Your instructions
The number of lines in the entries below holding the word "EXPRESSWAY" is all that is needed here.

== Entries shown

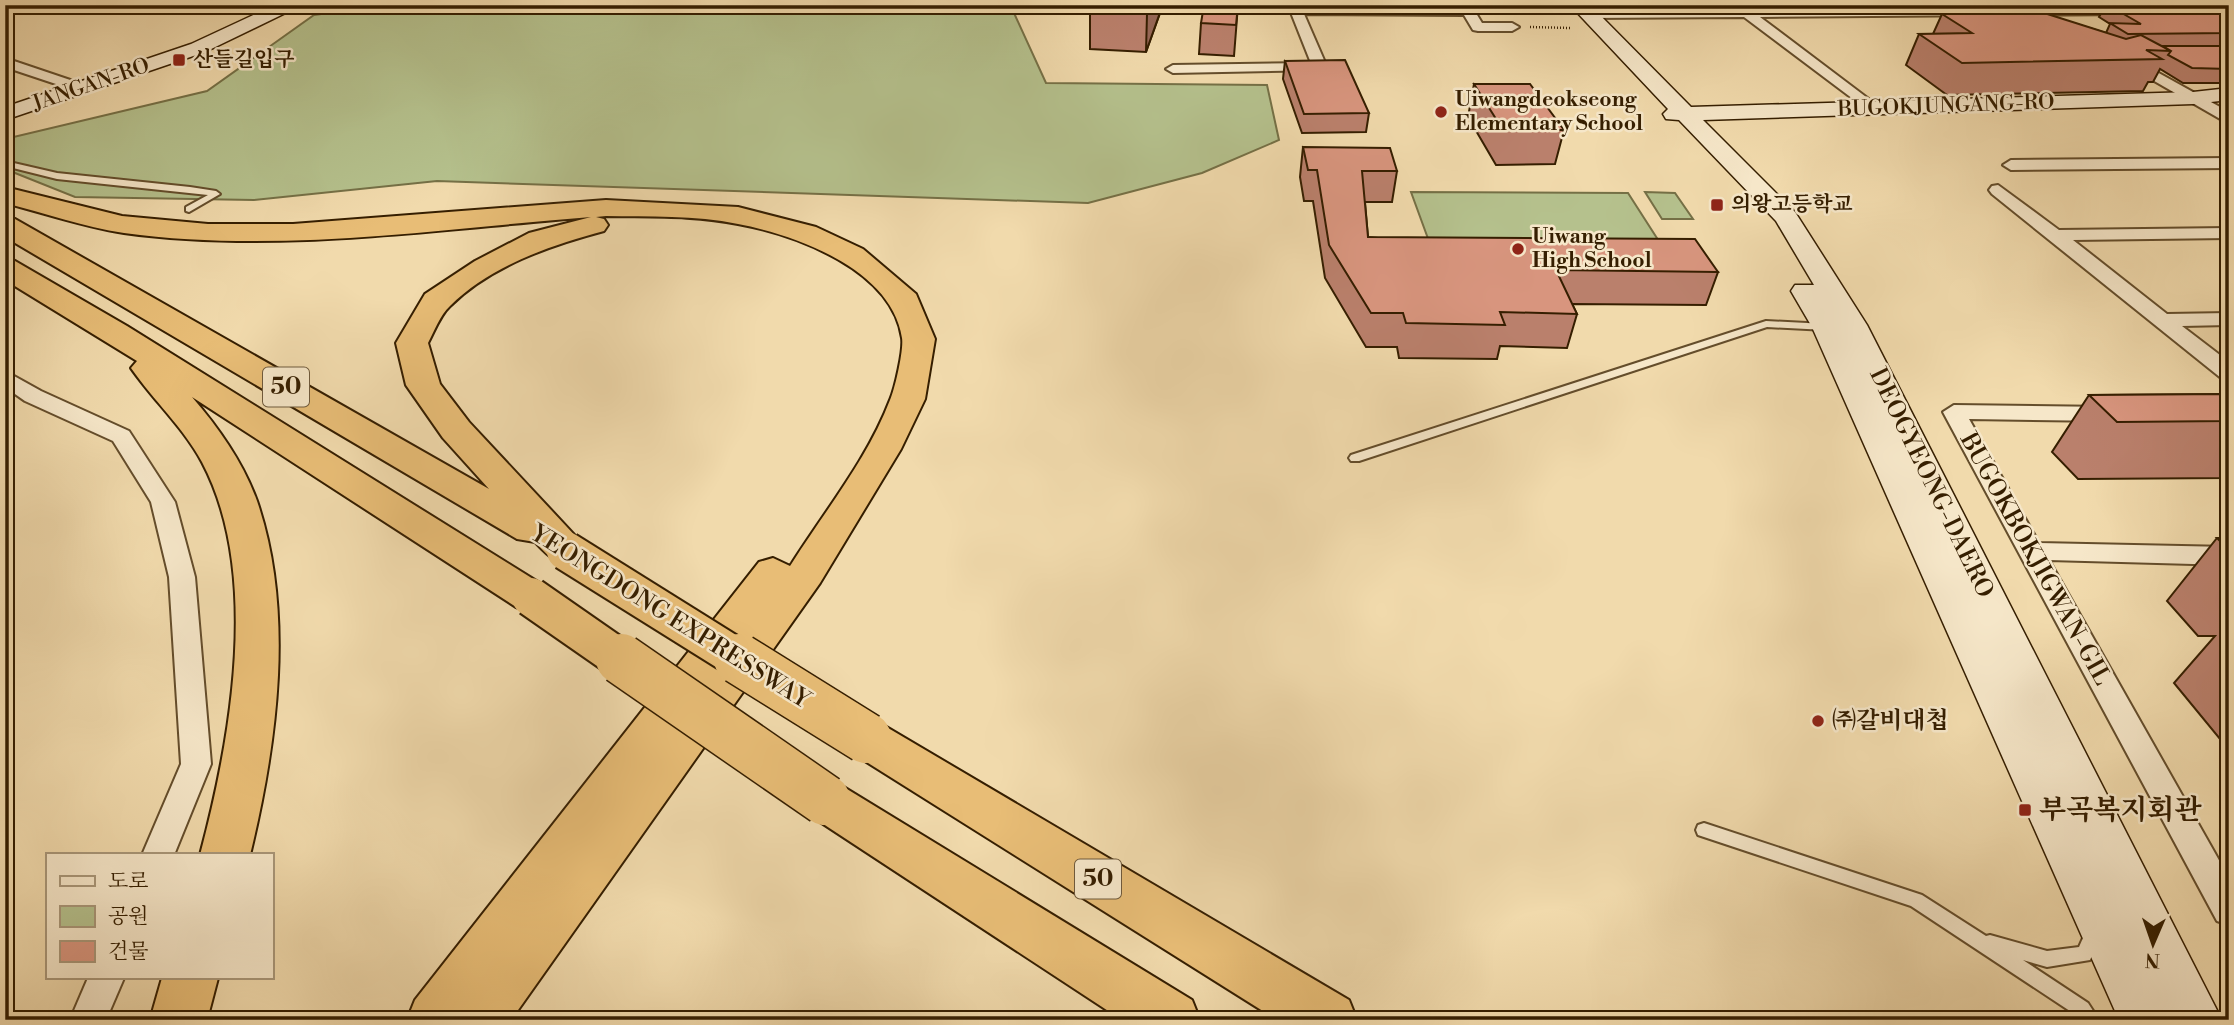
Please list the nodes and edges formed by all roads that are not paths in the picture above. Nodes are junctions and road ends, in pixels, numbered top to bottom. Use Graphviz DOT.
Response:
graph roads {
  1 [pos="293,5"];
  2 [pos="1295,8"];
  3 [pos="1466,8"];
  4 [pos="2039,8"];
  5 [pos="1742,9"];
  6 [pos="2151,10"];
  7 [pos="1957,11"];
  8 [pos="1575,15"];
  9 [pos="2064,23"];
  10 [pos="1996,25"];
  11 [pos="1512,27"];
  12 [pos="2145,53"];
  13 [pos="7,67"];
  14 [pos="1173,69"];
  15 [pos="80,88"];
  16 [pos="2229,94"];
  17 [pos="2193,98"];
  18 [pos="1873,108"];
  19 [pos="5,114"];
  20 [pos="1675,114"];
  21 [pos="2229,119"];
  22 [pos="5,163"];
  23 [pos="2229,163"];
  24 [pos="2011,165"];
  25 [pos="1998,190"];
  26 [pos="5,195"];
  27 [pos="189,209"];
  28 [pos="5,225"];
  29 [pos="2229,233"];
  30 [pos="2056,235"];
  31 [pos="5,267"];
  32 [pos="2229,319"];
  33 [pos="2163,320"];
  34 [pos="1826,327"];
  35 [pos="116,333"];
  36 [pos="2229,373"];
  37 [pos="5,377"];
  38 [pos="2132,414"];
  39 [pos="1355,458"];
  40 [pos="566,551"];
  41 [pos="2030,551"];
  42 [pos="2229,556"];
  43 [pos="1704,830"];
  44 [pos="159,853"];
  45 [pos="225,853"];
  46 [pos="2229,909"];
  47 [pos="2100,921"];
  48 [pos="1979,940"];
  49 [pos="106,979"];
  50 [pos="190,979"];
  51 [pos="88,1020"];
  52 [pos="178,1020"];
  53 [pos="435,1020"];
  54 [pos="477,1020"];
  55 [pos="1172,1020"];
  56 [pos="1329,1020"];
  57 [pos="2091,1020"];
  58 [pos="2145,1020"];
  59 [pos="2196,1020"];
  1 -- 15 [label="street, JANGAN-RO"];
  2 -- 3 [label="street"];
  2 -- 14 [label="street"];
  3 -- 11 [label="street"];
  4 -- 6 [label="street"];
  4 -- 7 [label="street"];
  4 -- 9 [label="street"];
  5 -- 7 [label="street"];
  5 -- 8 [label="street"];
  5 -- 18 [label="street"];
  7 -- 10 [label="street"];
  8 -- 20 [label="street, DEOGYEONG-DAERO"];
  12 -- 17 [label="street"];
  13 -- 15 [label="street"];
  15 -- 19 [label="street, JANGAN-RO"];
  16 -- 17 [label="street, BUGOKJUNGANG-RO"];
  17 -- 18 [label="street, BUGOKJUNGANG-RO"];
  17 -- 21 [label="street"];
  18 -- 20 [label="street, BUGOKJUNGANG-RO"];
  20 -- 34 [label="street, DEOGYEONG-DAERO"];
  20 -- 59 [label="street, DEOGYEONG-DAERO"];
  22 -- 27 [label="lane"];
  23 -- 24 [label="street"];
  25 -- 30 [label="street"];
  26 -- 54 [label="highway"];
  28 -- 40 [label="highway, YEONGDONG EXPRESSWAY / 50"];
  29 -- 30 [label="street"];
  30 -- 33 [label="street"];
  31 -- 35 [label="highway, 50"];
  32 -- 33 [label="street"];
  33 -- 36 [label="street"];
  34 -- 39 [label="lane"];
  34 -- 47 [label="street, DEOGYEONG-DAERO"];
  35 -- 45 [label="highway"];
  35 -- 55 [label="highway, 50, bridge"];
  37 -- 44 [label="street"];
  38 -- 41 [label="street, BUGOKBOKJIGWAN-GIL"];
  40 -- 53 [label="highway"];
  40 -- 56 [label="highway, YEONGDONG EXPRESSWAY / 50, bridge"];
  41 -- 42 [label="street"];
  41 -- 46 [label="street, BUGOKBOKJIGWAN-GIL"];
  43 -- 48 [label="lane"];
  47 -- 48 [label="lane"];
  47 -- 58 [label="street, DEOGYEONG-DAERO"];
  48 -- 57 [label="lane"];
  49 -- 51 [label="street"];
  50 -- 52 [label="highway"];
}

====

Written solution
2